• What needs to be done:
Copy out every record below, word for word.

• Task data:
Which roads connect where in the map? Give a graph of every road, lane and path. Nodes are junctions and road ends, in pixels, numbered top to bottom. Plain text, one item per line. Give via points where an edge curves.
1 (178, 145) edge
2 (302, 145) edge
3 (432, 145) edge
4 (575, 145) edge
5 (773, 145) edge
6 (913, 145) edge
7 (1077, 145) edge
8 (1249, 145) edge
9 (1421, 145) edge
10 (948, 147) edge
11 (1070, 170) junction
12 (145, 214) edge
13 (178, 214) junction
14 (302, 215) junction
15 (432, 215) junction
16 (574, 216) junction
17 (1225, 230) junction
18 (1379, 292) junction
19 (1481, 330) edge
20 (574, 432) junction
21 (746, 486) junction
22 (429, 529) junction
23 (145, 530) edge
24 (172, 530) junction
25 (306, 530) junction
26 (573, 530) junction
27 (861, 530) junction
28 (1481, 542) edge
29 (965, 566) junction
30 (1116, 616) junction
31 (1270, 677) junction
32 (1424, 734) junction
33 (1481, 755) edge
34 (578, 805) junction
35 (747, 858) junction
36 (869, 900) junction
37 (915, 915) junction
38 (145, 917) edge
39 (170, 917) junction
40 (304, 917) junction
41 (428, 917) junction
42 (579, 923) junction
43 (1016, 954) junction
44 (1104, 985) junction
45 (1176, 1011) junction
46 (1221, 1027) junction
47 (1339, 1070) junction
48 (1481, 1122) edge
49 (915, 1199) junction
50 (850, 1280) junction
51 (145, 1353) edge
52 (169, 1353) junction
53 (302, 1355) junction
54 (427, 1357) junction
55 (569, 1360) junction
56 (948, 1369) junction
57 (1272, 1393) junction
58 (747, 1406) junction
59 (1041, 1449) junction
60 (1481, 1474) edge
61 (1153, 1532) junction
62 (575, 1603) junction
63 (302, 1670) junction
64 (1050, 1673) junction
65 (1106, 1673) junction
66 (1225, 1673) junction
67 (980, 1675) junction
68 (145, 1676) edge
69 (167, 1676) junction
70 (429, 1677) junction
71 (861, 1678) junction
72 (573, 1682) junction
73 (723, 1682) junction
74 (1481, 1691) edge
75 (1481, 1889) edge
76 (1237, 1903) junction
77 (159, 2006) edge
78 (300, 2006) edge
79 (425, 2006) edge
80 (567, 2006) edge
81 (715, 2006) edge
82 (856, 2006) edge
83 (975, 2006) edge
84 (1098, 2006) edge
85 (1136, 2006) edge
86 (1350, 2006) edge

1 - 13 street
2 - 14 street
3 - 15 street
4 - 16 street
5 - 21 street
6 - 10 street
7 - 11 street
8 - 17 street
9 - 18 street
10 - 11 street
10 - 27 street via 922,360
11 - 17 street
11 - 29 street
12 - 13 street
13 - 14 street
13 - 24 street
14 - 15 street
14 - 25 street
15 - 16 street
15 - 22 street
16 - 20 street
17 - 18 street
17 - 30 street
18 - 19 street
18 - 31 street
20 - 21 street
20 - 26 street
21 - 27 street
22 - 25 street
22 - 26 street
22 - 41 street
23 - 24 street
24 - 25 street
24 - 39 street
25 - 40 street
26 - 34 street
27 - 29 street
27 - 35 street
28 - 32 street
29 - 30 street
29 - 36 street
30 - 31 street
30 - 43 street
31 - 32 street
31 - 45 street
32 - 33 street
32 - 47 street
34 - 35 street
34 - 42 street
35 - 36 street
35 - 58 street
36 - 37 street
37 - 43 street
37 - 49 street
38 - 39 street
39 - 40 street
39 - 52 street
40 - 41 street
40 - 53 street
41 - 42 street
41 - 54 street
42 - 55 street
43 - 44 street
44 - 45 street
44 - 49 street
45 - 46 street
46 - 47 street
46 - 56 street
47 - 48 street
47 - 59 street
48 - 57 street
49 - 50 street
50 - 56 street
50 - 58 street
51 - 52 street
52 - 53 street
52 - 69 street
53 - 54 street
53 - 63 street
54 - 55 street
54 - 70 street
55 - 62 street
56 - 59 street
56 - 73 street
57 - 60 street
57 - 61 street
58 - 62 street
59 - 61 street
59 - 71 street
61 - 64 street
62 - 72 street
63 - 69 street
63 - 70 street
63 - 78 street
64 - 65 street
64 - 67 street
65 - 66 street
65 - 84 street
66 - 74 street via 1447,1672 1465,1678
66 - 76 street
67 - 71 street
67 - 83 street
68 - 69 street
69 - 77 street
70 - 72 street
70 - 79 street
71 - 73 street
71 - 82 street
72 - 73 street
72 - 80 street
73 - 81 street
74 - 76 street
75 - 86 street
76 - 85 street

• Output:
Which roads connect where in the map? Give a graph of every road, lane and path. Nodes are junctions and road ends, in pixels, numbered top to bottom. Plain text, one item per line. Give via points where an edge curves.
1 (178, 145) edge
2 (302, 145) edge
3 (432, 145) edge
4 (575, 145) edge
5 (773, 145) edge
6 (913, 145) edge
7 (1077, 145) edge
8 (1249, 145) edge
9 (1421, 145) edge
10 (948, 147) edge
11 (1070, 170) junction
12 (145, 214) edge
13 (178, 214) junction
14 (302, 215) junction
15 (432, 215) junction
16 (574, 216) junction
17 (1225, 230) junction
18 (1379, 292) junction
19 (1481, 330) edge
20 (574, 432) junction
21 (746, 486) junction
22 (429, 529) junction
23 (145, 530) edge
24 (172, 530) junction
25 (306, 530) junction
26 (573, 530) junction
27 (861, 530) junction
28 (1481, 542) edge
29 (965, 566) junction
30 (1116, 616) junction
31 (1270, 677) junction
32 (1424, 734) junction
33 (1481, 755) edge
34 (578, 805) junction
35 (747, 858) junction
36 (869, 900) junction
37 (915, 915) junction
38 (145, 917) edge
39 (170, 917) junction
40 (304, 917) junction
41 (428, 917) junction
42 (579, 923) junction
43 (1016, 954) junction
44 (1104, 985) junction
45 (1176, 1011) junction
46 (1221, 1027) junction
47 (1339, 1070) junction
48 (1481, 1122) edge
49 (915, 1199) junction
50 (850, 1280) junction
51 (145, 1353) edge
52 (169, 1353) junction
53 (302, 1355) junction
54 (427, 1357) junction
55 (569, 1360) junction
56 (948, 1369) junction
57 (1272, 1393) junction
58 (747, 1406) junction
59 (1041, 1449) junction
60 (1481, 1474) edge
61 (1153, 1532) junction
62 (575, 1603) junction
63 (302, 1670) junction
64 (1050, 1673) junction
65 (1106, 1673) junction
66 (1225, 1673) junction
67 (980, 1675) junction
68 (145, 1676) edge
69 (167, 1676) junction
70 (429, 1677) junction
71 (861, 1678) junction
72 (573, 1682) junction
73 (723, 1682) junction
74 (1481, 1691) edge
75 (1481, 1889) edge
76 (1237, 1903) junction
77 (159, 2006) edge
78 (300, 2006) edge
79 (425, 2006) edge
80 (567, 2006) edge
81 (715, 2006) edge
82 (856, 2006) edge
83 (975, 2006) edge
84 (1098, 2006) edge
85 (1136, 2006) edge
86 (1350, 2006) edge

1 - 13 street
2 - 14 street
3 - 15 street
4 - 16 street
5 - 21 street
6 - 10 street
7 - 11 street
8 - 17 street
9 - 18 street
10 - 11 street
10 - 27 street via 922,360
11 - 17 street
11 - 29 street
12 - 13 street
13 - 14 street
13 - 24 street
14 - 15 street
14 - 25 street
15 - 16 street
15 - 22 street
16 - 20 street
17 - 18 street
17 - 30 street
18 - 19 street
18 - 31 street
20 - 21 street
20 - 26 street
21 - 27 street
22 - 25 street
22 - 26 street
22 - 41 street
23 - 24 street
24 - 25 street
24 - 39 street
25 - 40 street
26 - 34 street
27 - 29 street
27 - 35 street
28 - 32 street
29 - 30 street
29 - 36 street
30 - 31 street
30 - 43 street
31 - 32 street
31 - 45 street
32 - 33 street
32 - 47 street
34 - 35 street
34 - 42 street
35 - 36 street
35 - 58 street
36 - 37 street
37 - 43 street
37 - 49 street
38 - 39 street
39 - 40 street
39 - 52 street
40 - 41 street
40 - 53 street
41 - 42 street
41 - 54 street
42 - 55 street
43 - 44 street
44 - 45 street
44 - 49 street
45 - 46 street
46 - 47 street
46 - 56 street
47 - 48 street
47 - 59 street
48 - 57 street
49 - 50 street
50 - 56 street
50 - 58 street
51 - 52 street
52 - 53 street
52 - 69 street
53 - 54 street
53 - 63 street
54 - 55 street
54 - 70 street
55 - 62 street
56 - 59 street
56 - 73 street
57 - 60 street
57 - 61 street
58 - 62 street
59 - 61 street
59 - 71 street
61 - 64 street
62 - 72 street
63 - 69 street
63 - 70 street
63 - 78 street
64 - 65 street
64 - 67 street
65 - 66 street
65 - 84 street
66 - 74 street via 1447,1672 1465,1678
66 - 76 street
67 - 71 street
67 - 83 street
68 - 69 street
69 - 77 street
70 - 72 street
70 - 79 street
71 - 73 street
71 - 82 street
72 - 73 street
72 - 80 street
73 - 81 street
74 - 76 street
75 - 86 street
76 - 85 street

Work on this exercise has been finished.